While being a non-denominational school, Religious Education (RE) remains an important part of the school curriculum. RE lessons contribute to the spiritual, moral, social and cultural development of our children. We consider and respond to the ‘big questions’ in life: its meaning and purpose, as well as exploring the nature of values and the benefits of a moral society. In the Early Years, children learn about themselves, their friends and family and important members of the community. This helps them to understand that we are unique and have different beliefs which must be respected and nurtured as part of a community. Throughout the year, we explore different religious festivals and celebrations, helping the children develop an appreciation and basic understanding of different faiths and cultures around the world.
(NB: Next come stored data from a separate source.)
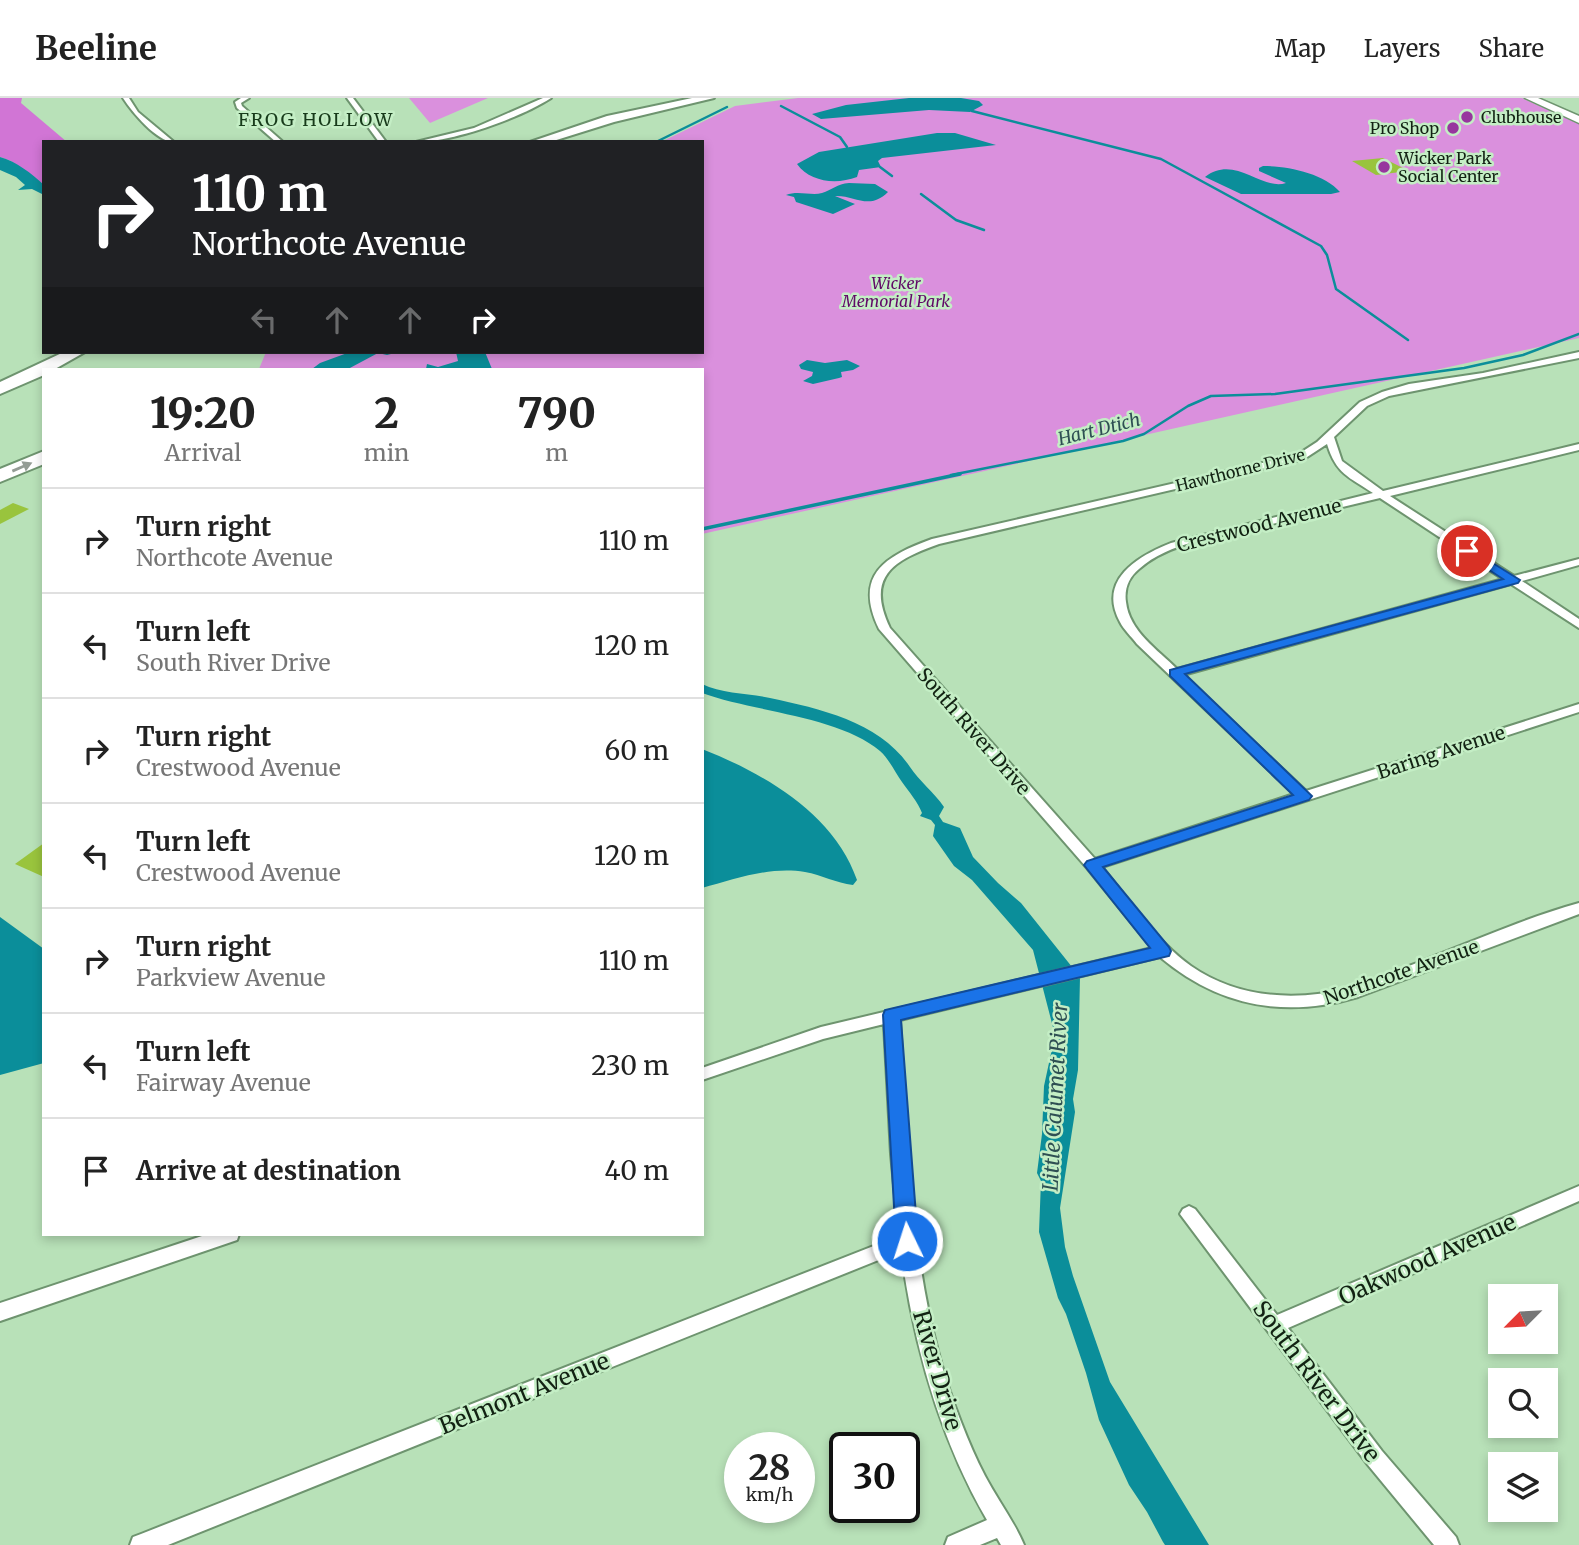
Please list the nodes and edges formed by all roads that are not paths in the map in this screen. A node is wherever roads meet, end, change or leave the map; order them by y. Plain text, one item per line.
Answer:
1 (127, 98) edge
2 (350, 98) edge
3 (548, 98) edge
4 (708, 98) edge
5 (1530, 98) edge
6 (244, 99) edge
7 (1578, 119) edge
8 (169, 140) edge
9 (278, 140) edge
10 (382, 140) edge
11 (428, 140) edge
12 (543, 140) edge
13 (43, 354) edge
14 (73, 354) edge
15 (1579, 355) edge
16 (44, 368) edge
17 (42, 369) edge
18 (0, 372) edge
19 (0, 389) edge
20 (1330, 439) junction
21 (1579, 447) edge
22 (42, 458) edge
23 (0, 476) edge
24 (1381, 495) junction
25 (965, 534) joint
26 (1579, 562) edge
27 (1513, 580) junction
28 (1579, 624) edge
29 (1175, 673) junction
30 (1579, 708) edge
31 (1304, 796) junction
32 (1093, 865) junction
33 (1579, 908) edge
34 (1163, 951) junction
35 (892, 1015) junction
36 (704, 1073) edge
37 (1579, 1193) edge
38 (1189, 1214) dead end
39 (224, 1236) edge
40 (907, 1241) junction
41 (0, 1312) edge
42 (1275, 1325) junction
43 (1000, 1525) junction
44 (141, 1545) edge
45 (956, 1545) edge
46 (1013, 1545) edge
47 (1448, 1545) edge

1 - 8 street
2 - 10 street
3 - 11 street
4 - 12 highway
5 - 7 main road
6 - 9 street
13 - 18 highway
14 - 16 highway
15 - 20 street, Hawthorne Drive
17 - 19 highway
20 - 24 street
20 - 25 street, Hawthorne Drive
21 - 24 street, Crestwood Avenue
23 -> 22 highway
24 - 27 street
24 - 29 street, Crestwood Avenue
25 - 32 street, South River Drive
26 - 27 street
27 - 28 street
27 - 29 street
29 - 31 street, Crestwood Avenue
30 - 31 street, Baring Avenue
31 - 32 street
32 - 34 street, South River Drive
33 - 34 street, Northcote Avenue
34 - 35 street
35 - 36 street
35 - 40 street, River Drive
37 - 42 street, Oakwood Avenue
38 - 42 street, South River Drive
39 - 41 street
40 - 43 street, River Drive
40 - 44 street, Belmont Avenue
42 - 47 street, South River Drive
43 - 45 street
43 - 46 street, River Drive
In Key Stage 1 pupils learn about different beliefs in the world around them. They begin to understand the importance and value of religion and beliefs and that other children and families may hold different beliefs from their own. They learn to recognise that beliefs are expressed in a variety of ways, and begin to use specialist vocabulary. Pupils are encouraged to use their imagination and share their sense of wonder about the world around them. They are introduced to a range of stories and other religious materials and encouraged to offer their views. They talk about what is important to them and others, recognising their own unique value as individuals, reflecting on their own feelings and experiences, and developing a sense of belonging.
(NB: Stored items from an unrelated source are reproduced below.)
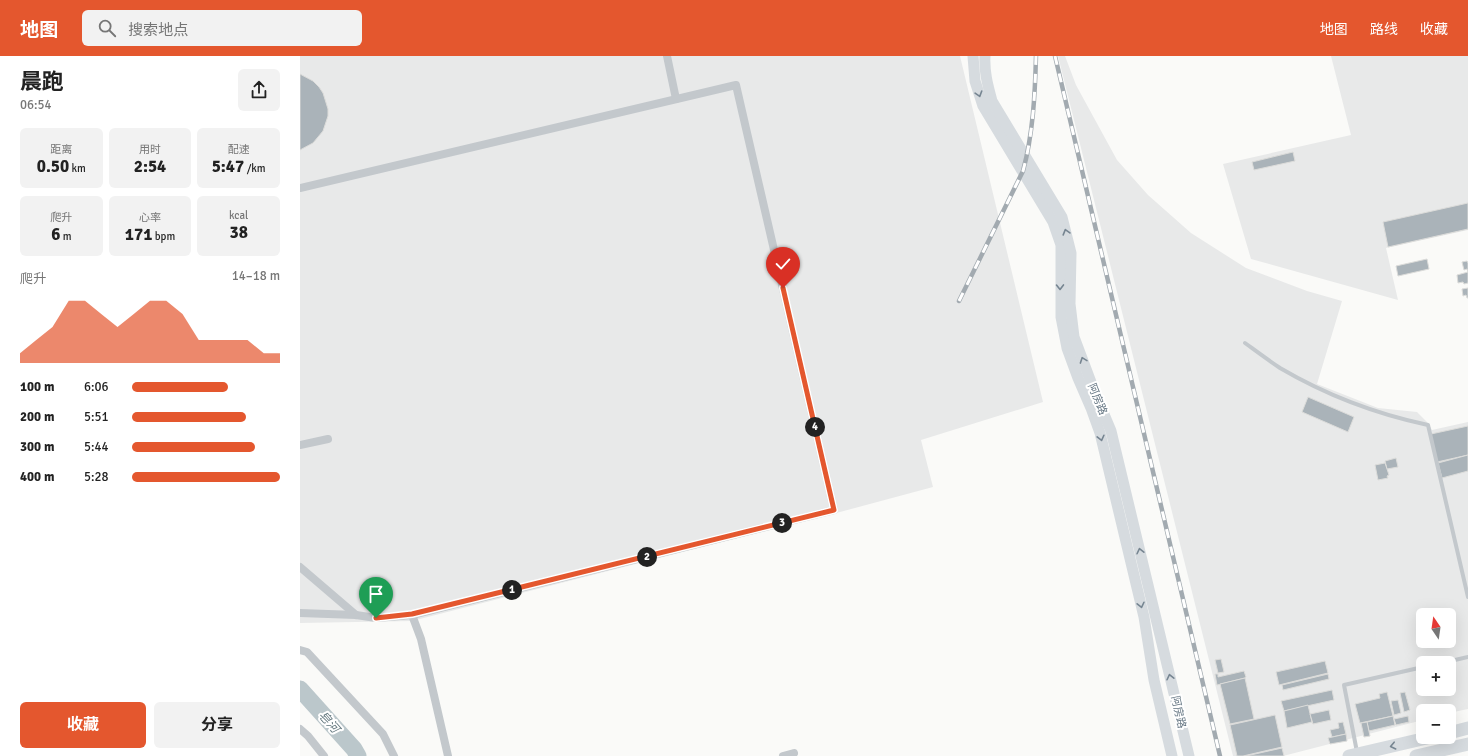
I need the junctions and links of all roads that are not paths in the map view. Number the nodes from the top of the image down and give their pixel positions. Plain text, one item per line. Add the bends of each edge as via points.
1 (667, 56) edge
2 (974, 56) edge
3 (985, 56) edge
4 (676, 99) junction
5 (300, 188) edge
6 (1245, 343) dead end
7 (328, 439) dead end
8 (300, 445) edge
9 (300, 567) edge
10 (1468, 597) edge
11 (300, 613) edge
12 (412, 614) junction
13 (356, 616) junction
14 (300, 650) edge
15 (1468, 657) edge
16 (1456, 660) edge
17 (1416, 669) edge
18 (1468, 728) edge
19 (300, 729) edge
20 (1456, 731) edge
21 (1416, 740) edge
22 (1468, 744) edge
23 (794, 753) dead end
24 (324, 756) edge
25 (394, 756) edge
26 (448, 756) edge
27 (783, 756) edge
28 (1172, 756) edge
29 (1189, 756) edge
30 (1349, 756) edge
31 (1358, 756) edge
32 (1416, 756) edge

1 - 4 street
2 -> 28 main road, 阿房路 via 975,81 983,106 1053,222 1061,245 1061,317 1067,348 1100,433 1144,617 1154,680
29 -> 3 main road, 阿房路 via 1111,431 1074,338 1070,304 1071,253 1062,217 992,101 984,65
4 - 5 street
4 - 12 street via 736,85 834,510
6 - 10 lane via 1279,367 1322,390 1360,406 1428,425
7 - 8 street
9 - 13 street
11 - 13 street
12 - 13 street via 376,618
12 - 26 street via 421,638
14 - 25 street via 307,652 383,734
15 - 16 lane
17 - 31 lane via 1344,685
18 - 20 highway
19 - 24 street
21 -> 30 highway
22 - 32 highway
23 - 27 street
In Key Stage 2 pupils learn about a range of religions, developing an understanding of their impact locally, nationally and globally. The children explore religious beliefs, teachings and practices, through sacred texts and other sources. They learn to appreciate diversity in religion, exploring similarities and differences within and between religions and beliefs and the importance of dialogue between them. They recognise the challenges involved in distinguishing between ideas of right and wrong, and valuing what is good and true. They consider their own beliefs and values and those of others in the light of their learning in RE. They communicate their ideas and recognise other people’s viewpoints. They develop their range and use of specialist vocabulary. RE helps develop social and cultural understanding in a multi-faith, plural society.